La Métamorphose du Diable

Anonimo spagnolo Demonio, 1701-1800 Valladolid, Museo Nacional de Escultura

Trascrizione

Extrait du Docteur Faustus de Thomas Mann, 1947

« J’avais l’esprit vif et de grands talents, qualités octroyées par la grâce des cieux que j’aurais pu mieux utiliser avec modestie et honnêteté, mais je sentais trop bien : qu’en ces temps-ci, il n’est œuvre que l’on puisse faire de manière dévote et simple justement et que l’art devient impossible sans l’aide du diable. »

Dans cet extrait, celui qui parlait était Schleppfuss, l’une des identités fictices prises par Méphistophélès dans le roman de Mann. Le nom de Méphistophélès, l’accompagnateur démoniaque du Docteur Faust, apparaît pour la première fois dans un récit populaire allemand de 1587 et, les siècles suivants, il s’est répandu également avec de légères variations dans les cultures d’autres pays.
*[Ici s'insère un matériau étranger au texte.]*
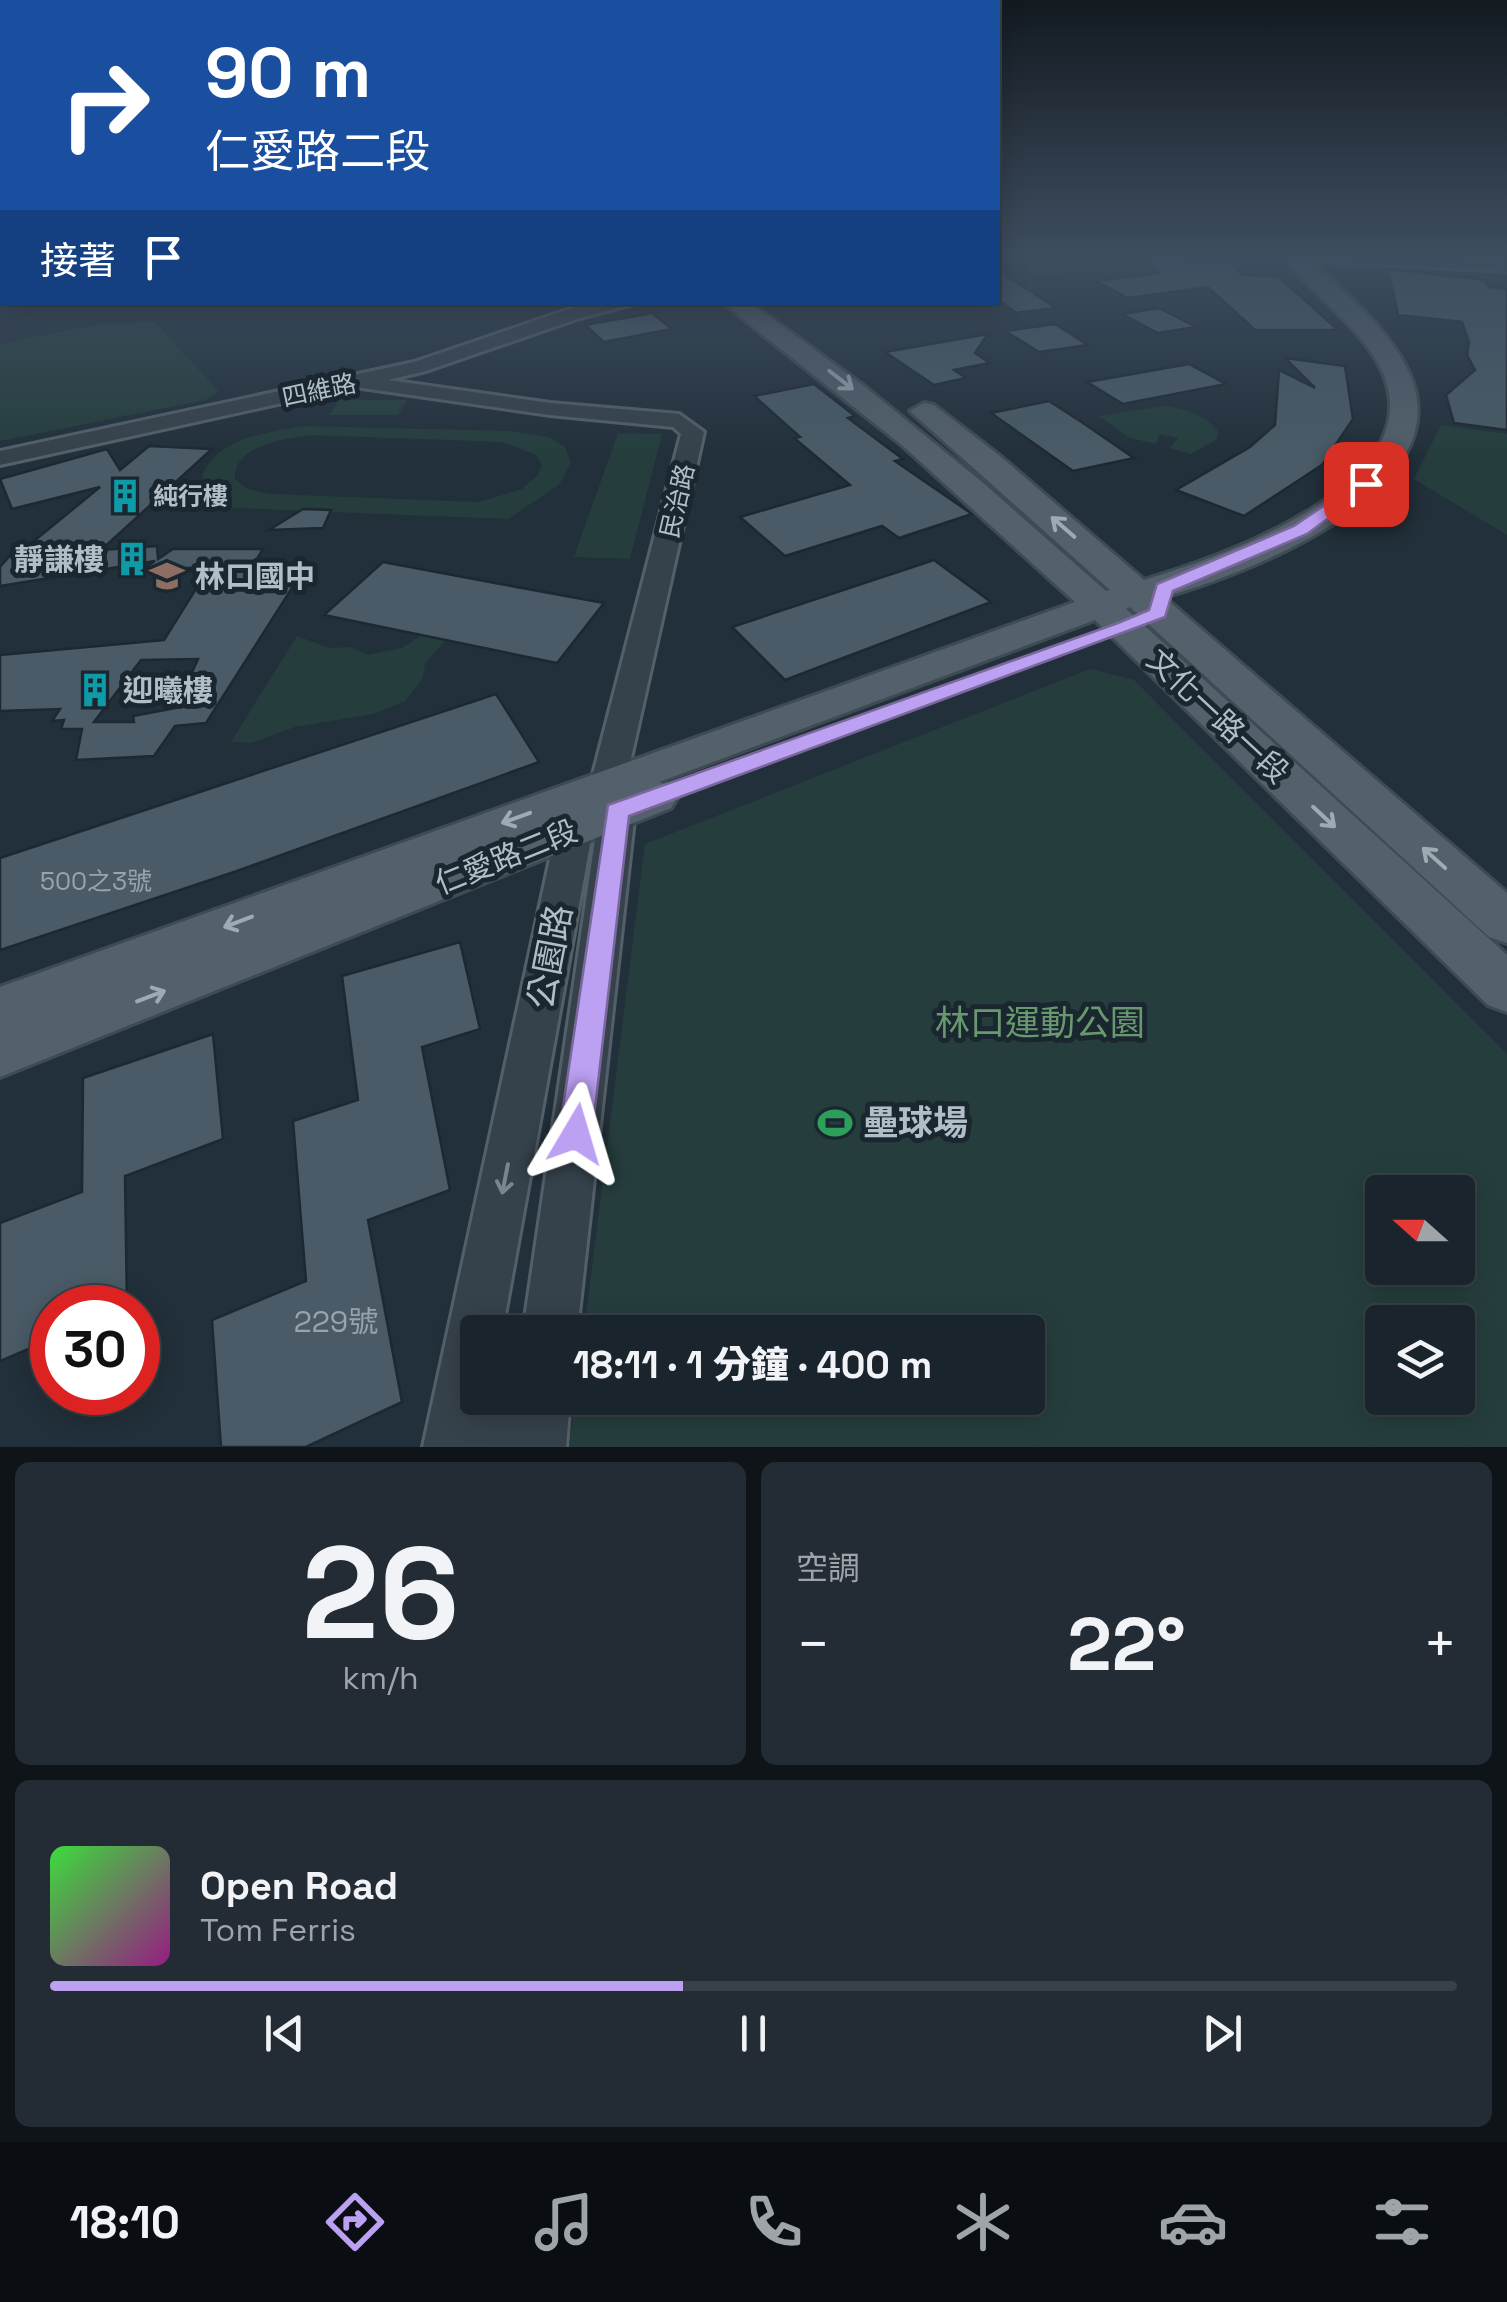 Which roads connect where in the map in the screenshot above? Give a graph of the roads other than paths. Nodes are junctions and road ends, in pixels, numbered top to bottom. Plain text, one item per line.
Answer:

C’est, en somme, une appellation de démons et d’esprits sataniques. Mais de quoi dérive-t-elle ? Probablement de Hermès Trismégiste, vénéré à l’époque classique comme patron des magiciens et alchimistes.

À la fin du XVIe siècle, Méphistophélès fait son chemin dans le récit populaire et le théâtre élisabéthain, puis dans les drames des poètes du Sturm und Drang.

Goethe fut fasciné par ce mythe, dès sa jeunesse. Le travail d’écriture et de révision du Faust, que Goethe ne finira que peu avant de mourir, fut très long. La définition des caractères de Faust et Méphistophélès est centrale dans cette genèse tourmentée. D’un côté, l'impatient, impérieux Faust qui désire ardemment la connaissance, la vigueur et les exploits de jeunesse ; de l’autre, Méphisto, un personnage apparemment servile mais qui poursuit la victoire ultime, sans jamais céder.

En somme, Faust et Méphistophélès sont comme des pôles opposés et complémentaires. Norbert Miller, dans son essai, identifie dans ce schéma une tradition que Thomas Mann recueille et élargit dans son Docteur Faustus, à une époque qui avait été déchirée d’abord par les horreurs de la Grande Guerre, puis par la révolution d’Octobre et, enfin, par l’effondrement de toutes les valeurs occidentales provoqué par l’avènement d’Hitler.

Près d’une décennie avant de publier le chef-d’œuvre de sa vieillesse, Mann avait examiné en profondeur le Faust de Goethe. Dans un essai sur le sujet, il décrit la figure ambiguë de Méphistophélès avec intérêt plus qu’avec désapprobation, en faisant preuve de respect, quasiment de sympathie. Pour Mann, cet « accouchement désagréable de boue et de feu » – ce sont les termes avec lesquels Faust définit Méphistophélès – est certes une créature répugnante mais à la fois grandiose : « La boue, c’est-à-dire le cynisme, la subtilité immonde de l’esprit en révolte perpétuelle, intrépide et enflammé, animé par une volonté démoniaque de destruction ».

Le Lucifer de Franz Von Stuck, que vous trouvez toujours dans cette salle, fut la pièce maîtresse d’une grande exposition à Munich, en 1890. Une figure gigantesque, ailée et nue, se penche légèrement en avant. Ses yeux hallucinés sont la seule source de lumière de la toile. La critique de l’époque remarqua immédiatement que ce Lucifer n’a aucun des attributs diaboliques de l’iconographie traditionnelle. Von Stuck s’était plutôt référé à la figure du Pensieroso de Michel-Ange, dans la chapelle Sixtine, et évidemment au Penseur de Rodin, réalisé quelques années auparavant seulement pour la Porte de l’Enfer. Ce qui unit ces figures, c’est la tête appuyée sur la main : le geste de la mélancolie.